*Dataset records:*
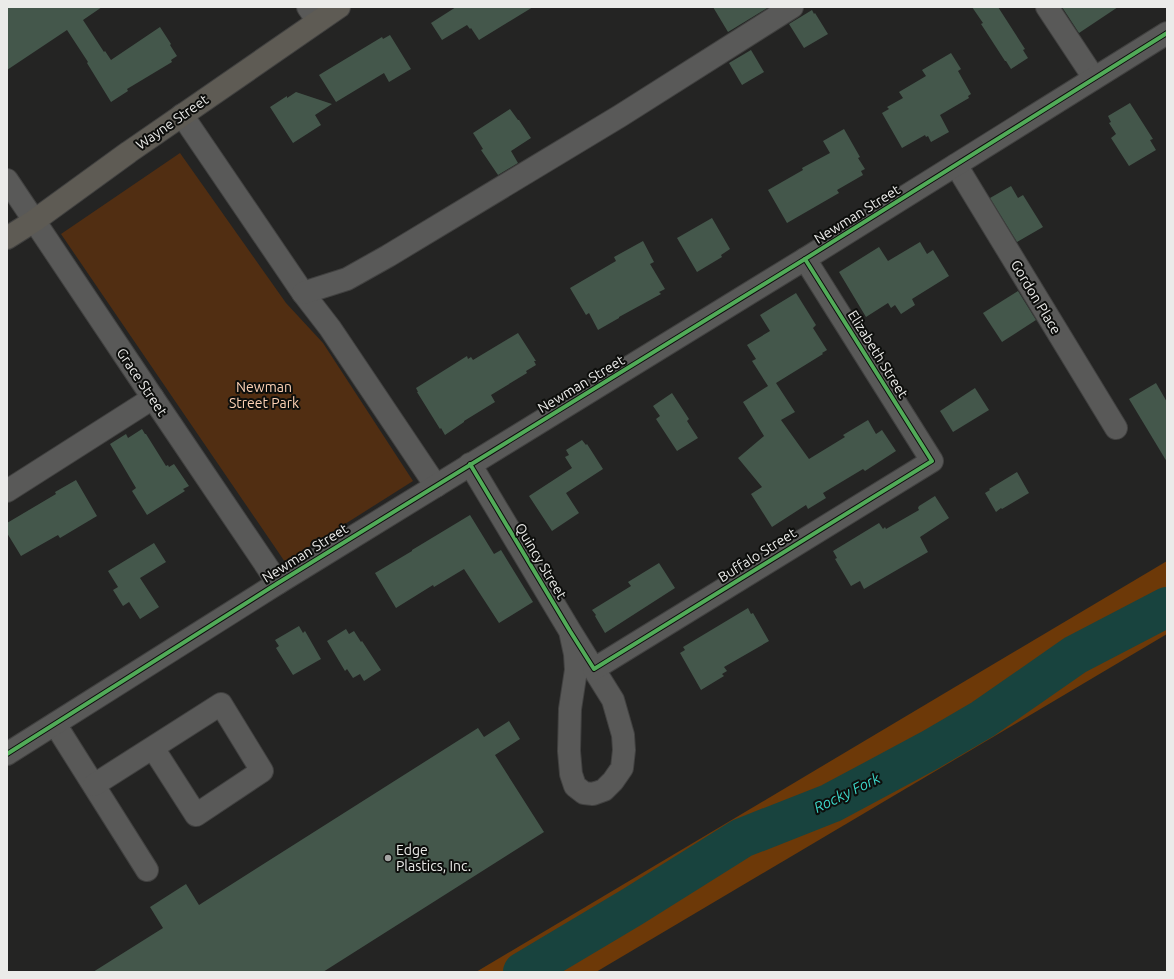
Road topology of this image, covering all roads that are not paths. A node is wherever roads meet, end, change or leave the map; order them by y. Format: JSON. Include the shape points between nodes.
{"nodes":[{"id":1,"x":339,"y":7,"type":"edge"},
{"id":2,"x":792,"y":7,"type":"edge"},
{"id":3,"x":1047,"y":7,"type":"edge"},
{"id":4,"x":313,"y":14,"type":"edge"},
{"id":5,"x":1167,"y":32,"type":"edge"},
{"id":6,"x":1094,"y":78,"type":"junction"},
{"id":7,"x":182,"y":115,"type":"junction"},
{"id":8,"x":956,"y":165,"type":"junction"},
{"id":9,"x":7,"y":180,"type":"edge"},
{"id":10,"x":34,"y":221,"type":"junction"},
{"id":11,"x":7,"y":238,"type":"edge"},
{"id":12,"x":805,"y":259,"type":"junction"},
{"id":13,"x":302,"y":293,"type":"junction"},
{"id":14,"x":153,"y":398,"type":"junction"},
{"id":15,"x":1116,"y":428,"type":"dead end"},
{"id":16,"x":932,"y":461,"type":"joint"},
{"id":17,"x":470,"y":464,"type":"junction"},
{"id":18,"x":436,"y":486,"type":"junction"},
{"id":19,"x":7,"y":491,"type":"edge"},
{"id":20,"x":278,"y":583,"type":"junction"},
{"id":21,"x":570,"y":631,"type":"junction"},
{"id":22,"x":594,"y":669,"type":"junction"},
{"id":23,"x":55,"y":724,"type":"junction"},
{"id":24,"x":153,"y":748,"type":"junction"},
{"id":25,"x":7,"y":754,"type":"edge"},
{"id":26,"x":94,"y":785,"type":"junction"},
{"id":27,"x":147,"y":870,"type":"dead end"}],
"edges":[{"from":1,"to":4,"type":"main road","name":"Wayne Street"},
{"from":2,"to":13,"type":"street","via":[[620,116],[388,256],[347,279]]},
{"from":3,"to":6,"type":"street"},
{"from":4,"to":7,"type":"main road","name":"Wayne Street"},
{"from":5,"to":6,"type":"street","name":"Newman Street"},
{"from":6,"to":8,"type":"street","name":"Newman Street"},
{"from":7,"to":10,"type":"main road","name":"Wayne Street"},
{"from":7,"to":13,"type":"street"},
{"from":8,"to":12,"type":"street","name":"Newman Street"},
{"from":8,"to":15,"type":"street","name":"Gordon Place"},
{"from":9,"to":10,"type":"street","name":"Grace Street"},
{"from":10,"to":11,"type":"main road","name":"Wayne Street"},
{"from":10,"to":14,"type":"street","name":"Grace Street"},
{"from":12,"to":16,"type":"street","name":"Elizabeth Street"},
{"from":12,"to":17,"type":"street","name":"Newman Street"},
{"from":13,"to":18,"type":"street","via":[[330,328]]},
{"from":14,"to":19,"type":"street"},
{"from":14,"to":20,"type":"street","name":"Grace Street"},
{"from":16,"to":22,"type":"street","name":"Buffalo Street"},
{"from":17,"to":18,"type":"street","name":"Newman Street"},
{"from":17,"to":21,"type":"street","name":"Quincy Street"},
{"from":18,"to":20,"type":"street","name":"Newman Street"},
{"from":20,"to":23,"type":"street","name":"Newman Street"},
{"from":21,"to":22,"type":"street","name":"Quincy Street"},
{"from":21,"to":22,"type":"street","name":"Quincy Street","via":[[576,670],[570,709],[571,774],[575,786],[584,793],[593,794],[614,782],[622,768],[624,750],[623,735],[613,700]]},
{"from":23,"to":25,"type":"street","name":"Newman Street"},
{"from":23,"to":26,"type":"street"},
{"from":24,"to":24,"type":"street","via":[[221,704],[262,772],[196,815]]},
{"from":24,"to":26,"type":"street"},
{"from":26,"to":27,"type":"street"}]}
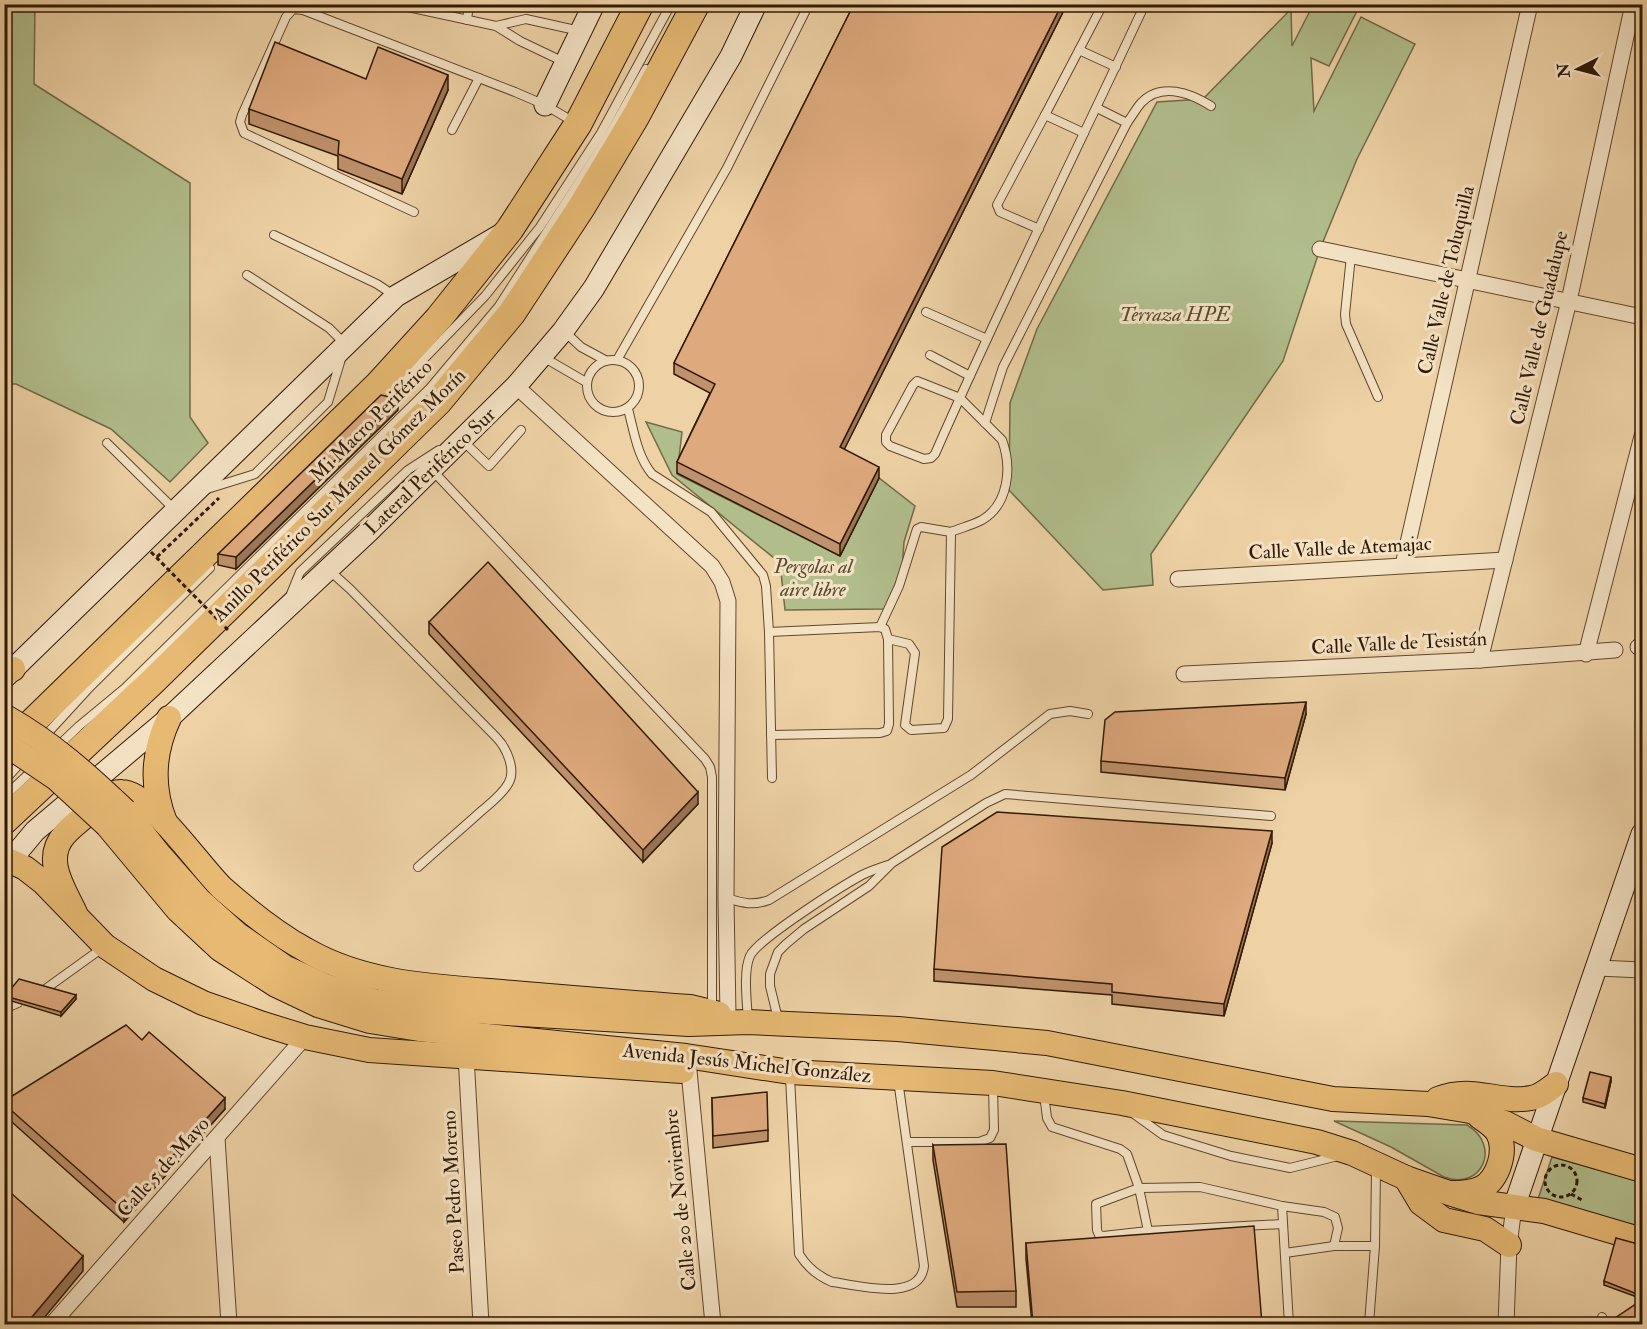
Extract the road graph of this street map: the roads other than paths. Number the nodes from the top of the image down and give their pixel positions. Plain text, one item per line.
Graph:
1 (393, 4) edge
2 (469, 4) edge
3 (594, 4) edge
4 (640, 4) edge
5 (671, 4) edge
6 (696, 4) edge
7 (756, 4) edge
8 (809, 4) edge
9 (1103, 4) edge
10 (1145, 4) edge
11 (1530, 4) edge
12 (1633, 4) edge
13 (467, 20) junction
14 (496, 26) junction
15 (581, 32) junction
16 (1079, 50) junction
17 (652, 58) dead end
18 (566, 63) junction
19 (1116, 67) junction
20 (479, 78) junction
21 (545, 105) junction
22 (1211, 106) dead end
23 (1097, 108) junction
24 (1045, 115) junction
25 (1127, 123) junction
26 (578, 124) junction
27 (452, 130) dead end
28 (1084, 133) junction
29 (414, 212) dead end
30 (510, 229) junction
31 (1039, 229) junction
32 (274, 235) dead end
33 (1320, 249) dead end
34 (1351, 256) junction
35 (247, 275) dead end
36 (1468, 280) junction
37 (396, 296) junction
38 (1569, 301) junction
39 (926, 312) dead end
40 (1642, 317) edge
41 (563, 331) junction
42 (987, 339) junction
43 (346, 344) junction
44 (930, 355) dead end
45 (542, 356) junction
46 (605, 360) junction
47 (617, 360) junction
48 (970, 376) junction
49 (586, 382) junction
50 (516, 386) junction
51 (960, 398) junction
52 (1378, 398) dead end
53 (378, 405) edge
54 (628, 409) junction
55 (985, 423) junction
56 (521, 430) dead end
57 (469, 433) junction
58 (1642, 436) edge
59 (107, 443) dead end
60 (431, 470) junction
61 (191, 494) junction
62 (175, 510) junction
63 (951, 532) junction
64 (1505, 560) junction
65 (214, 564) dead end
66 (1403, 566) junction
67 (328, 570) junction
68 (1178, 579) dead end
69 (285, 610) junction
70 (880, 627) junction
71 (769, 632) junction
72 (888, 639) junction
73 (1615, 650) dead end
74 (1586, 654) junction
75 (1480, 660) junction
76 (7, 673) edge
77 (1184, 674) dead end
78 (1089, 714) dead end
79 (4, 716) edge
80 (169, 718) junction
81 (771, 735) junction
82 (4, 743) edge
83 (4, 750) edge
84 (772, 778) dead end
85 (4, 781) edge
86 (4, 798) edge
87 (1271, 816) dead end
88 (116, 818) junction
89 (4, 821) edge
90 (165, 822) junction
91 (1642, 834) edge
92 (7, 861) edge
93 (892, 863) junction
94 (418, 867) dead end
95 (726, 898) junction
96 (75, 914) junction
97 (105, 946) junction
98 (1598, 968) junction
99 (1642, 970) edge
100 (44, 990) edge
101 (18, 1003) edge
102 (4, 1009) edge
103 (730, 1017) junction
104 (779, 1024) junction
105 (304, 1037) junction
106 (466, 1056) junction
107 (747, 1067) junction
108 (689, 1071) junction
109 (790, 1072) junction
110 (898, 1078) junction
111 (993, 1083) junction
112 (1556, 1084) junction
113 (1043, 1090) junction
114 (1428, 1104) junction
115 (1470, 1111) junction
116 (218, 1138) junction
117 (1536, 1139) junction
118 (908, 1142) junction
119 (1376, 1165) junction
120 (1642, 1170) edge
121 (1406, 1178) junction
122 (1139, 1188) junction
123 (1449, 1193) junction
124 (1282, 1206) junction
125 (1514, 1207) junction
126 (1283, 1224) junction
127 (1148, 1231) junction
128 (1642, 1240) edge
129 (1509, 1245) junction
130 (1334, 1246) junction
131 (1375, 1246) junction
132 (1285, 1253) junction
133 (52, 1324) edge
134 (229, 1324) edge
135 (481, 1324) edge
136 (713, 1324) edge
137 (1289, 1324) edge
138 (1369, 1324) edge
139 (1506, 1324) edge

1 - 13 lane
2 - 13 lane
3 - 15 street
4 - 26 highway
5 - 53 lane, Mi Macro Periférico
6 - 89 highway, Anillo Periférico Sur Manuel Gómez Morín
7 - 41 street, Lateral Periférico Sur
8 - 47 lane
9 - 16 lane
10 - 19 lane
11 - 36 street, Calle Valle de Toluquilla
12 - 38 street, Calle Valle de Guadalupe
13 - 14 lane
14 - 15 lane
14 - 18 lane
15 - 18 street
16 - 19 lane
16 - 24 lane
17 - 86 lane, Mi Macro Periférico
18 - 21 street
19 - 23 lane
20 - 21 lane
20 - 27 lane
20 - 29 lane
21 - 26 lane
22 - 25 lane
23 - 25 lane
23 - 28 lane
24 - 28 lane
24 - 31 lane
25 - 55 lane
26 - 30 highway
28 - 31 lane
30 - 37 street
30 - 83 highway
31 - 42 lane
32 - 37 lane
33 - 34 street
34 - 36 street
34 - 52 lane
35 - 43 lane
36 - 38 street
36 - 66 street, Calle Valle de Toluquilla
37 - 43 street
38 - 40 street
38 - 64 street, Calle Valle de Guadalupe
39 - 42 lane
41 - 45 street, Lateral Periférico Sur
41 - 46 lane
42 - 48 lane
43 - 61 street
43 - 61 lane
44 - 48 lane
45 - 49 lane
45 - 50 street, Lateral Periférico Sur
46 - 47 lane
46 - 49 lane
47 - 54 lane
48 - 51 lane
49 - 54 lane
50 - 57 street, Lateral Periférico Sur
50 - 95 street
51 - 51 lane
51 - 55 lane
54 - 71 lane
55 - 63 lane
56 - 57 lane
57 - 60 street, Lateral Periférico Sur
57 - 69 lane
58 - 74 street
59 - 62 lane
60 - 67 street, Lateral Periférico Sur
60 - 103 lane
61 - 62 street
62 - 76 street
63 - 70 lane
63 - 72 lane
64 - 66 street, Calle Valle de Atemajac
64 - 75 street, Calle Valle de Guadalupe
65 - 85 lane
66 - 68 street, Calle Valle de Atemajac
67 - 69 street, Lateral Periférico Sur
67 - 94 lane
69 - 80 street, Lateral Periférico Sur
70 - 71 lane
70 - 72 lane
71 - 81 lane
72 - 81 lane
73 - 74 street, Calle Valle de Tesistán
74 - 75 street, Calle Valle de Tesistán
75 - 77 street, Calle Valle de Tesistán
78 - 95 lane
79 - 88 main road, Avenida Jesús Michel González, bridge
80 - 90 main road
80 - 92 street, Lateral Periférico Sur
81 - 84 lane
82 - 88 main road, Avenida Jesús Michel González, bridge
87 - 93 lane
88 - 103 main road, Avenida Jesús Michel González
88 - 107 main road, Avenida Jesús Michel González
90 - 96 main road
90 - 103 main road
91 - 98 street
92 - 96 main road
93 - 103 lane
93 - 104 lane
95 - 103 street
96 - 97 main road
97 - 100 lane
97 - 105 main road
98 - 99 street
98 - 112 street
101 - 102 lane
103 - 104 main road, Avenida Jesús Michel González
104 - 114 main road, Avenida Jesús Michel González
105 - 106 main road
105 - 116 street, Calle 5 de Mayo
106 - 108 main road
106 - 135 street, Paseo Pedro Moreno
107 - 108 main road
107 - 109 main road, Avenida Jesús Michel González
108 - 136 street, Calle 20 de Noviembre
109 - 110 main road, Avenida Jesús Michel González
109 - 118 lane
110 - 111 main road, Avenida Jesús Michel González
110 - 118 lane
111 - 113 main road, Avenida Jesús Michel González
111 - 118 lane
112 - 114 main road
112 - 117 street
113 - 119 main road, Avenida Jesús Michel González
113 - 122 lane
114 - 115 main road, Avenida Jesús Michel González
115 - 117 main road, Avenida Jesús Michel González
115 - 123 main road
116 - 133 street, Calle 5 de Mayo
116 - 134 street
117 - 120 main road, Avenida Jesús Michel González
117 - 125 street
119 - 121 main road, Avenida Jesús Michel González
119 - 131 lane
121 - 123 main road, Avenida Jesús Michel González
121 - 129 main road
122 - 124 lane
122 - 127 lane
122 - 127 lane
123 - 125 main road, Avenida Jesús Michel González
124 - 126 lane
124 - 130 lane
125 - 128 main road, Avenida Jesús Michel González
125 - 129 street
126 - 127 lane
126 - 132 lane
129 - 139 street
130 - 131 lane
130 - 132 lane
131 - 138 lane
132 - 137 lane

*Required work:* Please filter the data down to the lines containing the word "this".

*Solution to the exercise:*
Road topology of this image, covering all roads that are not paths. A node is wherever roads meet, end, change or leave the map; order them by y. Format: JSON. Include the shape points between nodes.
Extract the road graph of this street map: the roads other than paths. Number the nodes from the top of the image down and give their pixel positions. Plain text, one item per line.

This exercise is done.